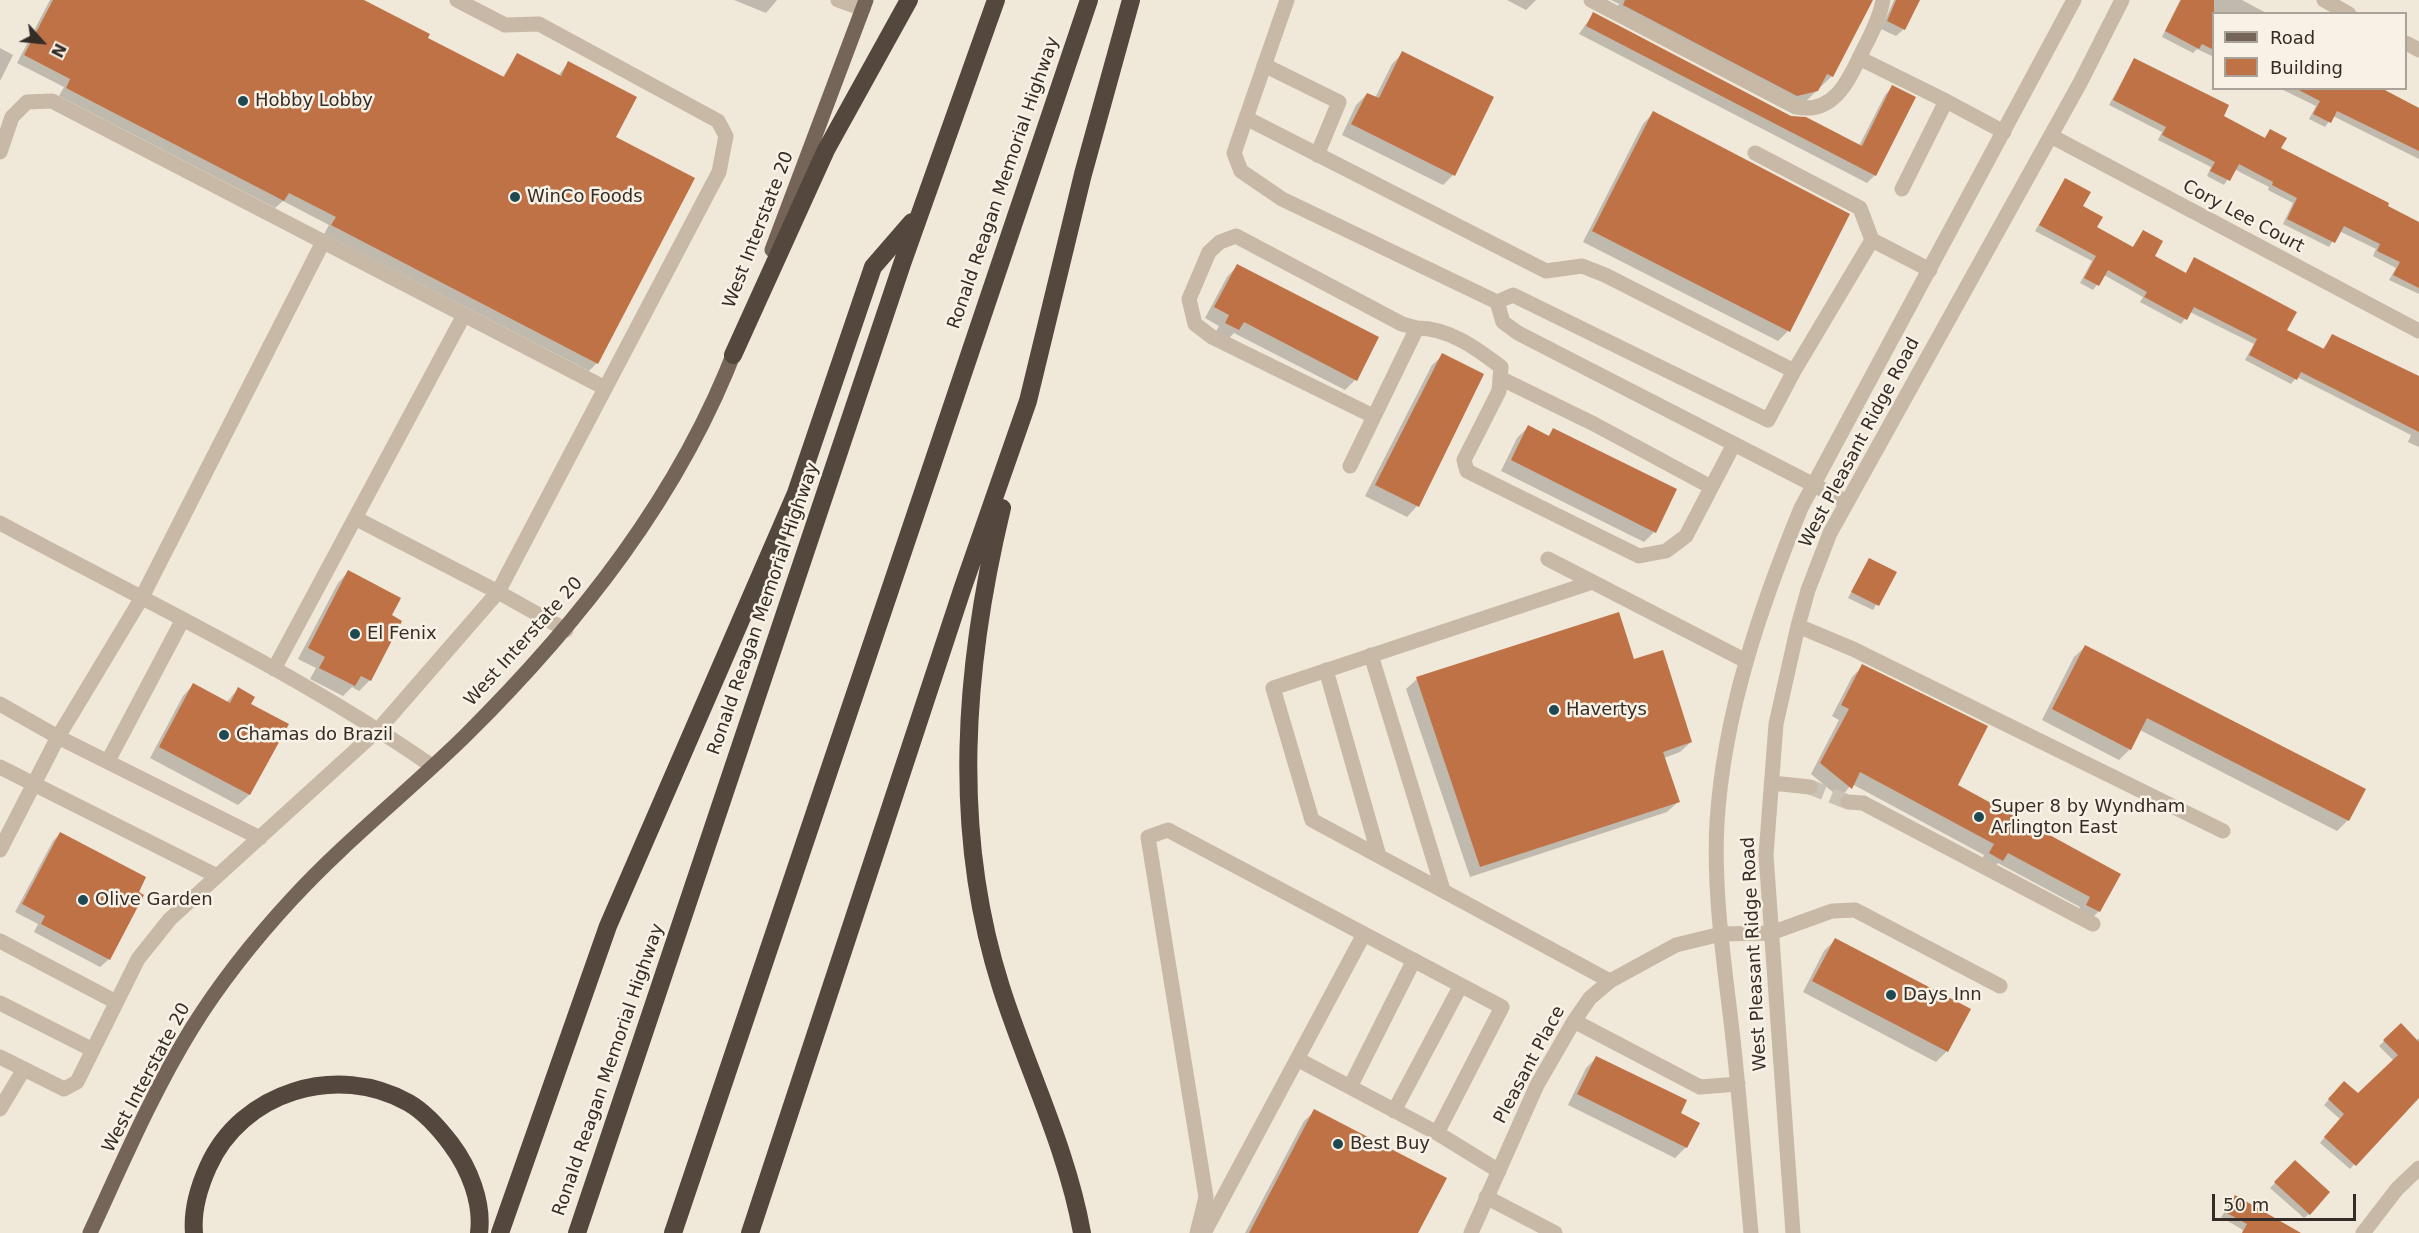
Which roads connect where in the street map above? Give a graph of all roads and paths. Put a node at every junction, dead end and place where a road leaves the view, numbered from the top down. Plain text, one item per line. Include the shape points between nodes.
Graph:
1 (457, 0) edge
2 (838, 0) edge
3 (909, 0) edge
4 (996, 0) edge
5 (1089, 0) edge
6 (1131, 0) edge
7 (1287, 0) edge
8 (1591, 0) edge
9 (1883, 0) edge
10 (2074, 0) edge
11 (2122, 0) edge
12 (2324, 0) edge
13 (864, 4) edge
14 (2345, 12) edge
15 (1859, 58) junction
16 (1264, 65) junction
17 (1946, 101) junction
18 (1246, 118) junction
19 (2004, 132) junction
20 (2051, 136) junction
21 (0, 152) edge
22 (1755, 153) dead end
23 (1317, 154) junction
24 (1902, 189) dead end
25 (919, 214) junction
26 (1872, 240) junction
27 (323, 242) junction
28 (1930, 270) junction
29 (1497, 302) junction
30 (464, 315) junction
31 (1417, 328) junction
32 (2419, 331) edge
33 (733, 355) junction
34 (1794, 371) junction
35 (1500, 378) junction
36 (605, 388) junction
37 (1028, 401) junction
38 (1373, 416) junction
39 (1734, 444) junction
40 (1350, 466) dead end
41 (1813, 486) junction
42 (1712, 487) junction
43 (1847, 502) junction
44 (355, 518) junction
45 (0, 523) edge
46 (1548, 559) dead end
47 (1593, 582) junction
48 (498, 592) junction
49 (141, 599) junction
50 (182, 621) junction
51 (1798, 626) junction
52 (566, 630) junction
53 (1371, 655) junction
54 (1746, 661) junction
55 (274, 669) junction
56 (1326, 670) junction
57 (0, 704) edge
58 (379, 729) junction
59 (58, 736) junction
60 (108, 761) junction
61 (432, 766) junction
62 (0, 767) edge
63 (1772, 783) junction
64 (34, 785) junction
65 (1810, 787) tunnel mouth
66 (1848, 802) tunnel mouth
67 (6, 824) edge
68 (2223, 831) dead end
69 (260, 838) junction
70 (0, 850) edge
71 (1379, 856) junction
72 (217, 876) junction
73 (1443, 890) junction
74 (2093, 924) dead end
75 (1771, 933) junction
76 (1364, 934) junction
77 (1721, 934) junction
78 (0, 941) edge
79 (1414, 960) junction
80 (1610, 981) junction
81 (1461, 985) junction
82 (2000, 986) dead end
83 (116, 1002) junction
84 (0, 1003) edge
85 (1574, 1020) junction
86 (93, 1050) junction
87 (0, 1057) edge
88 (1297, 1059) junction
89 (24, 1069) junction
90 (1738, 1084) junction
91 (1350, 1087) junction
92 (0, 1108) edge
93 (1394, 1111) junction
94 (1437, 1133) junction
95 (2419, 1168) edge
96 (1498, 1171) junction
97 (1486, 1197) junction
98 (105, 1202) junction
99 (78, 1233) edge
100 (90, 1233) edge
101 (195, 1233) edge
102 (480, 1233) edge
103 (500, 1233) edge
104 (577, 1233) edge
105 (673, 1233) edge
106 (750, 1233) edge
107 (1082, 1233) edge
108 (1197, 1233) edge
109 (1204, 1233) edge
110 (1471, 1233) edge
111 (1555, 1233) edge
112 (1751, 1233) edge
113 (1793, 1233) edge
114 (2363, 1233) edge

1 - 36 street via 505,24 539,24 718,121 726,136 719,172
2 - 13 street
3 - 33 highway via 826,150
4 - 25 highway, Ronald Reagan Memorial Highway
5 - 105 highway, Ronald Reagan Memorial Highway
6 - 37 highway via 1083,174
7 - 16 street
8 - 15 street via 1796,107 1817,108 1832,100
9 - 15 street
10 - 19 street, West Pleasant Ridge Road
11 - 20 street, West Pleasant Ridge Road
12 - 14 street
13 - 33 main road, West Interstate 20
15 - 17 street
16 - 18 street
16 - 23 street via 1339,102
17 - 19 street
17 - 24 street
18 - 23 street
18 - 29 street via 1234,153 1241,171 1282,199
19 - 28 street, West Pleasant Ridge Road
20 - 32 street, Cory Lee Court
20 - 43 street, West Pleasant Ridge Road
21 - 27 street via 12,117 27,102 52,101
22 - 26 street via 1860,208
23 - 34 street via 1546,271 1582,266 1605,275
25 - 103 highway via 873,267 796,493 608,926
25 - 104 highway, Ronald Reagan Memorial Highway
26 - 28 street
26 - 34 street
27 - 30 street
27 - 49 street
28 - 41 street, West Pleasant Ridge Road
29 - 34 street via 1513,295 1768,420
29 - 39 street via 1503,322 1518,333
30 - 36 street
30 - 44 street
31 - 35 street via 1430,328 1473,345 1501,367
31 - 38 street
31 - 38 street via 1402,324 1236,236 1209,252 1189,299 1195,324 1212,338
33 - 52 main road, West Interstate 20 via 699,433 653,509 602,586
35 - 42 street
35 - 42 street via 1499,391 1464,460 1467,471 1639,556 1666,551 1686,536
36 - 48 street
37 - 106 highway
37 - 107 highway via 991,556 976,640 968,713 969,822 987,938 1024,1058 1052,1127
38 - 40 street
39 - 41 street
39 - 42 street
41 - 43 street
41 - 54 street, West Pleasant Ridge Road via 1770,584
43 - 51 street, West Pleasant Ridge Road via 1830,533
44 - 48 street
44 - 55 street
45 - 49 street
46 - 47 street
47 - 53 street
47 - 54 street
48 - 52 street
48 - 58 street
49 - 50 street
49 - 59 street
50 - 55 street
50 - 60 street
51 - 63 street, West Pleasant Ridge Road via 1776,724
51 - 68 street
52 - 61 main road, West Interstate 20
53 - 56 street
53 - 73 street
54 - 77 street, West Pleasant Ridge Road via 1729,737 1717,821
55 - 58 street
56 - 71 street
56 - 71 street via 1272,688 1312,820
57 - 59 street
58 - 61 street
58 - 69 street
59 - 60 street
59 - 64 street
60 - 69 street
61 - 98 main road, West Interstate 20 via 290,901 236,967 192,1028
62 - 64 street
63 - 65 street
63 - 75 street, West Pleasant Ridge Road via 1767,855
64 - 67 street
64 - 72 street
66 - 74 street via 1863,803
67 - 70 street
69 - 72 street
71 - 73 street
72 - 83 street via 170,919 138,959
73 - 80 street
75 - 77 street, Pleasant Place
75 - 82 street, Pleasant Place via 1832,911 1855,910
75 - 113 street, West Pleasant Ridge Road
76 - 79 street
76 - 88 street
76 - 108 street via 1168,830 1148,837 1206,1197
77 - 80 street, Pleasant Place via 1676,945
77 - 90 street, West Pleasant Ridge Road
78 - 83 street
79 - 81 street
79 - 91 street
80 - 85 street, Pleasant Place via 1590,998
81 - 93 street
81 - 94 street via 1503,1007
83 - 86 street
84 - 86 street
85 - 90 street via 1700,1087
85 - 96 street, Pleasant Place via 1537,1085
86 - 89 street via 77,1082 64,1089
87 - 89 street
88 - 91 street
88 - 109 street
89 - 92 street
90 - 112 street, West Pleasant Ridge Road
91 - 93 street
93 - 94 street
94 - 96 street
95 - 114 street
96 - 97 street, Pleasant Place
97 - 110 street, Pleasant Place
97 - 111 street
98 - 99 main road
98 - 100 main road, West Interstate 20
101 - 102 highway via 200,1186 214,1155 233,1128 272,1099 298,1088 351,1085 383,1091 410,1103 436,1124 459,1155 474,1186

——

--- What is required ---
Print out the material verbatim, skipping pictures.

--- Result of the exercise ---
Which roads connect where in the street map above? Give a graph of all roads and paths. Put a node at every junction, dead end and place where a road leaves the view, numbered from the top down. Plain text, one item per line. Include the shape points between nodes.
Graph:
1 (457, 0) edge
2 (838, 0) edge
3 (909, 0) edge
4 (996, 0) edge
5 (1089, 0) edge
6 (1131, 0) edge
7 (1287, 0) edge
8 (1591, 0) edge
9 (1883, 0) edge
10 (2074, 0) edge
11 (2122, 0) edge
12 (2324, 0) edge
13 (864, 4) edge
14 (2345, 12) edge
15 (1859, 58) junction
16 (1264, 65) junction
17 (1946, 101) junction
18 (1246, 118) junction
19 (2004, 132) junction
20 (2051, 136) junction
21 (0, 152) edge
22 (1755, 153) dead end
23 (1317, 154) junction
24 (1902, 189) dead end
25 (919, 214) junction
26 (1872, 240) junction
27 (323, 242) junction
28 (1930, 270) junction
29 (1497, 302) junction
30 (464, 315) junction
31 (1417, 328) junction
32 (2419, 331) edge
33 (733, 355) junction
34 (1794, 371) junction
35 (1500, 378) junction
36 (605, 388) junction
37 (1028, 401) junction
38 (1373, 416) junction
39 (1734, 444) junction
40 (1350, 466) dead end
41 (1813, 486) junction
42 (1712, 487) junction
43 (1847, 502) junction
44 (355, 518) junction
45 (0, 523) edge
46 (1548, 559) dead end
47 (1593, 582) junction
48 (498, 592) junction
49 (141, 599) junction
50 (182, 621) junction
51 (1798, 626) junction
52 (566, 630) junction
53 (1371, 655) junction
54 (1746, 661) junction
55 (274, 669) junction
56 (1326, 670) junction
57 (0, 704) edge
58 (379, 729) junction
59 (58, 736) junction
60 (108, 761) junction
61 (432, 766) junction
62 (0, 767) edge
63 (1772, 783) junction
64 (34, 785) junction
65 (1810, 787) tunnel mouth
66 (1848, 802) tunnel mouth
67 (6, 824) edge
68 (2223, 831) dead end
69 (260, 838) junction
70 (0, 850) edge
71 (1379, 856) junction
72 (217, 876) junction
73 (1443, 890) junction
74 (2093, 924) dead end
75 (1771, 933) junction
76 (1364, 934) junction
77 (1721, 934) junction
78 (0, 941) edge
79 (1414, 960) junction
80 (1610, 981) junction
81 (1461, 985) junction
82 (2000, 986) dead end
83 (116, 1002) junction
84 (0, 1003) edge
85 (1574, 1020) junction
86 (93, 1050) junction
87 (0, 1057) edge
88 (1297, 1059) junction
89 (24, 1069) junction
90 (1738, 1084) junction
91 (1350, 1087) junction
92 (0, 1108) edge
93 (1394, 1111) junction
94 (1437, 1133) junction
95 (2419, 1168) edge
96 (1498, 1171) junction
97 (1486, 1197) junction
98 (105, 1202) junction
99 (78, 1233) edge
100 (90, 1233) edge
101 (195, 1233) edge
102 (480, 1233) edge
103 (500, 1233) edge
104 (577, 1233) edge
105 (673, 1233) edge
106 (750, 1233) edge
107 (1082, 1233) edge
108 (1197, 1233) edge
109 (1204, 1233) edge
110 (1471, 1233) edge
111 (1555, 1233) edge
112 (1751, 1233) edge
113 (1793, 1233) edge
114 (2363, 1233) edge

1 - 36 street via 505,24 539,24 718,121 726,136 719,172
2 - 13 street
3 - 33 highway via 826,150
4 - 25 highway, Ronald Reagan Memorial Highway
5 - 105 highway, Ronald Reagan Memorial Highway
6 - 37 highway via 1083,174
7 - 16 street
8 - 15 street via 1796,107 1817,108 1832,100
9 - 15 street
10 - 19 street, West Pleasant Ridge Road
11 - 20 street, West Pleasant Ridge Road
12 - 14 street
13 - 33 main road, West Interstate 20
15 - 17 street
16 - 18 street
16 - 23 street via 1339,102
17 - 19 street
17 - 24 street
18 - 23 street
18 - 29 street via 1234,153 1241,171 1282,199
19 - 28 street, West Pleasant Ridge Road
20 - 32 street, Cory Lee Court
20 - 43 street, West Pleasant Ridge Road
21 - 27 street via 12,117 27,102 52,101
22 - 26 street via 1860,208
23 - 34 street via 1546,271 1582,266 1605,275
25 - 103 highway via 873,267 796,493 608,926
25 - 104 highway, Ronald Reagan Memorial Highway
26 - 28 street
26 - 34 street
27 - 30 street
27 - 49 street
28 - 41 street, West Pleasant Ridge Road
29 - 34 street via 1513,295 1768,420
29 - 39 street via 1503,322 1518,333
30 - 36 street
30 - 44 street
31 - 35 street via 1430,328 1473,345 1501,367
31 - 38 street
31 - 38 street via 1402,324 1236,236 1209,252 1189,299 1195,324 1212,338
33 - 52 main road, West Interstate 20 via 699,433 653,509 602,586
35 - 42 street
35 - 42 street via 1499,391 1464,460 1467,471 1639,556 1666,551 1686,536
36 - 48 street
37 - 106 highway
37 - 107 highway via 991,556 976,640 968,713 969,822 987,938 1024,1058 1052,1127
38 - 40 street
39 - 41 street
39 - 42 street
41 - 43 street
41 - 54 street, West Pleasant Ridge Road via 1770,584
43 - 51 street, West Pleasant Ridge Road via 1830,533
44 - 48 street
44 - 55 street
45 - 49 street
46 - 47 street
47 - 53 street
47 - 54 street
48 - 52 street
48 - 58 street
49 - 50 street
49 - 59 street
50 - 55 street
50 - 60 street
51 - 63 street, West Pleasant Ridge Road via 1776,724
51 - 68 street
52 - 61 main road, West Interstate 20
53 - 56 street
53 - 73 street
54 - 77 street, West Pleasant Ridge Road via 1729,737 1717,821
55 - 58 street
56 - 71 street
56 - 71 street via 1272,688 1312,820
57 - 59 street
58 - 61 street
58 - 69 street
59 - 60 street
59 - 64 street
60 - 69 street
61 - 98 main road, West Interstate 20 via 290,901 236,967 192,1028
62 - 64 street
63 - 65 street
63 - 75 street, West Pleasant Ridge Road via 1767,855
64 - 67 street
64 - 72 street
66 - 74 street via 1863,803
67 - 70 street
69 - 72 street
71 - 73 street
72 - 83 street via 170,919 138,959
73 - 80 street
75 - 77 street, Pleasant Place
75 - 82 street, Pleasant Place via 1832,911 1855,910
75 - 113 street, West Pleasant Ridge Road
76 - 79 street
76 - 88 street
76 - 108 street via 1168,830 1148,837 1206,1197
77 - 80 street, Pleasant Place via 1676,945
77 - 90 street, West Pleasant Ridge Road
78 - 83 street
79 - 81 street
79 - 91 street
80 - 85 street, Pleasant Place via 1590,998
81 - 93 street
81 - 94 street via 1503,1007
83 - 86 street
84 - 86 street
85 - 90 street via 1700,1087
85 - 96 street, Pleasant Place via 1537,1085
86 - 89 street via 77,1082 64,1089
87 - 89 street
88 - 91 street
88 - 109 street
89 - 92 street
90 - 112 street, West Pleasant Ridge Road
91 - 93 street
93 - 94 street
94 - 96 street
95 - 114 street
96 - 97 street, Pleasant Place
97 - 110 street, Pleasant Place
97 - 111 street
98 - 99 main road
98 - 100 main road, West Interstate 20
101 - 102 highway via 200,1186 214,1155 233,1128 272,1099 298,1088 351,1085 383,1091 410,1103 436,1124 459,1155 474,1186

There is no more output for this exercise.